Saturday, January 17, 2009

A Review: For the Tough Times by Max Lucado

I thought I'd begin this review by comparing Max Lucado's new book FOR THE TOUGH TIMES, Reaching Toward Heaven For Hope to C.J. Mahaney's LIVING THE CROSS CENTERED LIFE, Keeping the Gospel the Main Thing.

Both books are about the same size. End of similarities. Lucado does not even come close to reflecting the Biblical truth which underlies Mahaney's work, nor is the Lucado book Christ-centered, rather it reflects the man-focused religion which dominates modern "Christendom."

FOR THE TOUGH TIMES is a small book. It is small in size; it is small in content; it is small in value to believers and dangerous to non-believers.

Mahaney is able to take serious theological concepts and present them in an understandable form so that one does not need to be a seminary grad to get his point. Lucado wants to be "readable" for a general audience as well, but his methods involve taking the things of God and trivializing them. Such childish rubbish as "God's address is 1 Billion Starry Sky Avenue" is not "putting the cookies on the bottom shelf where even the kiddies can reach them" but putting rat poison in the milk.

Lucado's presentation of theological concepts is not only flawed by such trivialization but fraught with error. I'm not going to spend time refuting much of this, if any. I'll just let his words demonstrate the shallow-at-best understanding of God and His character and work:

"He (God) invented Grace"

"He (God) placed His hand on the shoulder of humanity and said "You're someting special"

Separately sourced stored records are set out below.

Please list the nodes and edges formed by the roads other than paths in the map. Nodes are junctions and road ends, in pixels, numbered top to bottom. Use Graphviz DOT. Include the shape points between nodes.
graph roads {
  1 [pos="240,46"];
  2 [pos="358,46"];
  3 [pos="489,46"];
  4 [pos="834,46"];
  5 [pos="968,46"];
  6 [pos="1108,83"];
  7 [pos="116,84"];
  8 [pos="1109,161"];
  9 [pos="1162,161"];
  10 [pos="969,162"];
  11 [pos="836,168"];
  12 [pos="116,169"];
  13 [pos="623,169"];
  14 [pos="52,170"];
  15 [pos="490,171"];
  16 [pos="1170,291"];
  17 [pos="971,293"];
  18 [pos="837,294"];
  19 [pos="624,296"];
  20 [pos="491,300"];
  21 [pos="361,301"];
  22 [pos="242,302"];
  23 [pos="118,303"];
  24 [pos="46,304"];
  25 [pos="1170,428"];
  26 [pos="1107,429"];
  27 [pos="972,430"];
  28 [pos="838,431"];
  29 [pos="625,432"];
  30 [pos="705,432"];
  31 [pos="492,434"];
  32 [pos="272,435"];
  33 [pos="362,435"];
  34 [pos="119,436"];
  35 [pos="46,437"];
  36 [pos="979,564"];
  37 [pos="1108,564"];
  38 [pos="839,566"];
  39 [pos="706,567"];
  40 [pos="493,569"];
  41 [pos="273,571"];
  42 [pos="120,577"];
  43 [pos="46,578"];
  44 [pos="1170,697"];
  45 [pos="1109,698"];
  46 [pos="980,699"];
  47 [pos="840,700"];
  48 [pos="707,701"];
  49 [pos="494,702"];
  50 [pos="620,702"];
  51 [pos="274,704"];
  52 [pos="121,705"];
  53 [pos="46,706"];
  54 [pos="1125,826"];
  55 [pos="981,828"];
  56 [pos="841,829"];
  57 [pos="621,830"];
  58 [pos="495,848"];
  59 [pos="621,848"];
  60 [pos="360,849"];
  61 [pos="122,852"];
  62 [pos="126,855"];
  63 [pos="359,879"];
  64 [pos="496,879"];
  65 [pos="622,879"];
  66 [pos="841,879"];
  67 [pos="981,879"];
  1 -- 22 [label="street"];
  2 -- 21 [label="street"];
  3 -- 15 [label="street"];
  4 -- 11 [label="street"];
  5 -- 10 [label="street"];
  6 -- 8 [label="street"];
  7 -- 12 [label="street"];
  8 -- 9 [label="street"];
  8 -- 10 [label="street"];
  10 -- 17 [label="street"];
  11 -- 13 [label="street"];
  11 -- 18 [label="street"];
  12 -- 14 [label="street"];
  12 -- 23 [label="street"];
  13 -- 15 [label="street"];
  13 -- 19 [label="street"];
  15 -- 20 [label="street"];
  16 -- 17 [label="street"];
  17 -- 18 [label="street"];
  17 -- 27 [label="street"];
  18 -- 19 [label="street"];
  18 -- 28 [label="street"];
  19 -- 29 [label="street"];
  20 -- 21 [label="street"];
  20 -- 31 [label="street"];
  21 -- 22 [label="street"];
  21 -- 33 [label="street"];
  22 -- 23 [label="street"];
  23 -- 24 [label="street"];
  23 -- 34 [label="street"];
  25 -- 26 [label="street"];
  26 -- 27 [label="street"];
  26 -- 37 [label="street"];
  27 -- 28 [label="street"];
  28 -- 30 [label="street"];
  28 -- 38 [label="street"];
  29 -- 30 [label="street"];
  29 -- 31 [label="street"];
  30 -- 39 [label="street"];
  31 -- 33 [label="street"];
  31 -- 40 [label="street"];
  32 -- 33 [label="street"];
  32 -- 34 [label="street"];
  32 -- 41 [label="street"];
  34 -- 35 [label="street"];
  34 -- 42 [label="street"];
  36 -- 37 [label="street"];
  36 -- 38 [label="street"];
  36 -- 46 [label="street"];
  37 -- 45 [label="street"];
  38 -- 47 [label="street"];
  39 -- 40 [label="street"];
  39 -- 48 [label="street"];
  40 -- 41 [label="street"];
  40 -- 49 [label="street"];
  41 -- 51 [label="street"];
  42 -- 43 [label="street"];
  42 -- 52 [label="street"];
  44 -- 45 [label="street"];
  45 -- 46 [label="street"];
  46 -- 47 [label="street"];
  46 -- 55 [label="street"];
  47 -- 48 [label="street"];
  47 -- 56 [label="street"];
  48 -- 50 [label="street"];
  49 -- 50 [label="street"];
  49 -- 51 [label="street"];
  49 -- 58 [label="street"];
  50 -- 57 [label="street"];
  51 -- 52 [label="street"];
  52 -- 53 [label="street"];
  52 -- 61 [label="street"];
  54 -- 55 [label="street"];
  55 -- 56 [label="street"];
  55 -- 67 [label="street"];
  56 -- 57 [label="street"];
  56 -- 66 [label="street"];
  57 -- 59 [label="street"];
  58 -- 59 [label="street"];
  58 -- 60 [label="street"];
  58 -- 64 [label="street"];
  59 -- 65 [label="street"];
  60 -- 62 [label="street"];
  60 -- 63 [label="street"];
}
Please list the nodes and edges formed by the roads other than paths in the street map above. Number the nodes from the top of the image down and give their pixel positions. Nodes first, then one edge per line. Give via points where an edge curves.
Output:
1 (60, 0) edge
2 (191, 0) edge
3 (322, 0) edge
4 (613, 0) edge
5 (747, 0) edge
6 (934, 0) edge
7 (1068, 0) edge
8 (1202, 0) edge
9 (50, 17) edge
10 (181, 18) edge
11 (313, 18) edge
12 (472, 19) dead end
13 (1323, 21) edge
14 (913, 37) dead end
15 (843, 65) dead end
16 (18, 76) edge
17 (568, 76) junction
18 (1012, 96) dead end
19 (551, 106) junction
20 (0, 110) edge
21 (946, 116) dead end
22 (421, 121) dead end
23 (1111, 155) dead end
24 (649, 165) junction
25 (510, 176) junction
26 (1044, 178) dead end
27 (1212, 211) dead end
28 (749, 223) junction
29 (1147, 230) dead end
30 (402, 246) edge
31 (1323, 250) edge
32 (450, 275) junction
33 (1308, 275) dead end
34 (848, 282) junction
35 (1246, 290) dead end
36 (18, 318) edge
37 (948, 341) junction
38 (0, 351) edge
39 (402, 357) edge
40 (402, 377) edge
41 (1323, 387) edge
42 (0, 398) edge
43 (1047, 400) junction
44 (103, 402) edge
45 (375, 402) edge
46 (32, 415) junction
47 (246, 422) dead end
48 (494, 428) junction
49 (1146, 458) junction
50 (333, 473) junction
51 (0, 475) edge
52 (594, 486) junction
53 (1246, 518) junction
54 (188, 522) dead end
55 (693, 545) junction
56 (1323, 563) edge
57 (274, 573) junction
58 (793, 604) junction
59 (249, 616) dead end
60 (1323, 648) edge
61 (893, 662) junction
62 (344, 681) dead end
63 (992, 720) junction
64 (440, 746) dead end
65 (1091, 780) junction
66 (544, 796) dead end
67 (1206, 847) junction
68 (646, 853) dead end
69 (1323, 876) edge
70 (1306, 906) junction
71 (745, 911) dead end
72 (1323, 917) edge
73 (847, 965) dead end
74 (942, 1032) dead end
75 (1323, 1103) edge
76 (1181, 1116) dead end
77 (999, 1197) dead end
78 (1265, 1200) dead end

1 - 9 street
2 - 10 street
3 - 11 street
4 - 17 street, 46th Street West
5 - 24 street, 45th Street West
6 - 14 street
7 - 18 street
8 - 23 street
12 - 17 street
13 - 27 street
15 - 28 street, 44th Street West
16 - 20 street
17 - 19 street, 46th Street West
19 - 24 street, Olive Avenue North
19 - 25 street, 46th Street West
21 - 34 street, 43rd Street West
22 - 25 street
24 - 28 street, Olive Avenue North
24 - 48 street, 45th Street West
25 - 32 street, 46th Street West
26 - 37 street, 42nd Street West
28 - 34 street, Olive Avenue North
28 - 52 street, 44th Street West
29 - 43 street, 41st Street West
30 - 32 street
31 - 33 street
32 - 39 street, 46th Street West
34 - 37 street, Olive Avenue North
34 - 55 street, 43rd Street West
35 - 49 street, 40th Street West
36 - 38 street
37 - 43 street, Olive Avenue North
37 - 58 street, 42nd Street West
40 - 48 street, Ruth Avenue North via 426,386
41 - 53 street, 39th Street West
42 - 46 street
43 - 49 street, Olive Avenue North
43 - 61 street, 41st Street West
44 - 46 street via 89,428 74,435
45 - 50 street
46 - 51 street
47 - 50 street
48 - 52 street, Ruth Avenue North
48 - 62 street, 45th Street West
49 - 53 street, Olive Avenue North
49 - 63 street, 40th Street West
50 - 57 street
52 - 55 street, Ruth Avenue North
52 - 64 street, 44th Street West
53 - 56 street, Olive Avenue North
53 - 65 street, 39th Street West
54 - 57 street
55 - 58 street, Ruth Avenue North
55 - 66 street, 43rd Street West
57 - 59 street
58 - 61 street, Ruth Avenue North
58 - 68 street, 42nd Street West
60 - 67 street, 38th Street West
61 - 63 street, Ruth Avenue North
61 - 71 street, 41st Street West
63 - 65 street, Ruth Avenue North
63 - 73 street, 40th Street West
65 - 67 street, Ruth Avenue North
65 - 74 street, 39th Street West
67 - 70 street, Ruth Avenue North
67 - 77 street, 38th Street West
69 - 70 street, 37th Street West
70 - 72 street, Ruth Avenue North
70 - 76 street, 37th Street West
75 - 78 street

"Your prayers may move God to change the world"

and First Honors for:

"...upon learning that God would rather die than live without you...."

This is the first Lucado book I've ever read. He is presented as "America's leading inspirational writer" I believe it. He is teaching exactly what Mainstream Christianity believes and wants to have reinforced: It's all about Me. God thinks I'm really Special. The whole of creation revolves around Me. I am so powerful I can get God to change His plans! Me, Me, Me!

To his credit, the chapter on Good and Evil and the role of Satan is pretty solid Biblically. Lucado credits 3 other writers in this work: Erwin Lutzer, John MacArthur, and Anthony Hoekema. He should have leaned more heavily on them.

Initially I was going to offer the criticism that there was not good continuity between chapters; the change is often abrupt. Then I happened to read on the copyright page:

Most of the material for this book has been adapted from (4 previous titles)
ISBN 978-0-8499-2144-5 (repackage)

So, it's not only a small book (barely 10,000 words I'd guess), it's a rehash of already published stuff.....

Bottom line: Hallmark appearance, shallow content, Gospel-deficient.

1 comment:

Prodigal Knot said...

Great, short review!

Lucado's stuff doesn't deserve anything more lengthy. Modern writers think is all about God loves us because we're lovable.

Scripture prety much tells us that God loves us in spite of our unloveableness, our ignorance and our repulsive brokenness. Not because we are special, but because God in Christ is so very special. He loved us while we were still enemies and He gave His life for us so that we might be rescued from our sewer life.

We are only redeemable because God is so much more just and righteous than we can ever be. The idea that any of us are worth saving is a slap in God's face and belittles the true wonder of real Grace.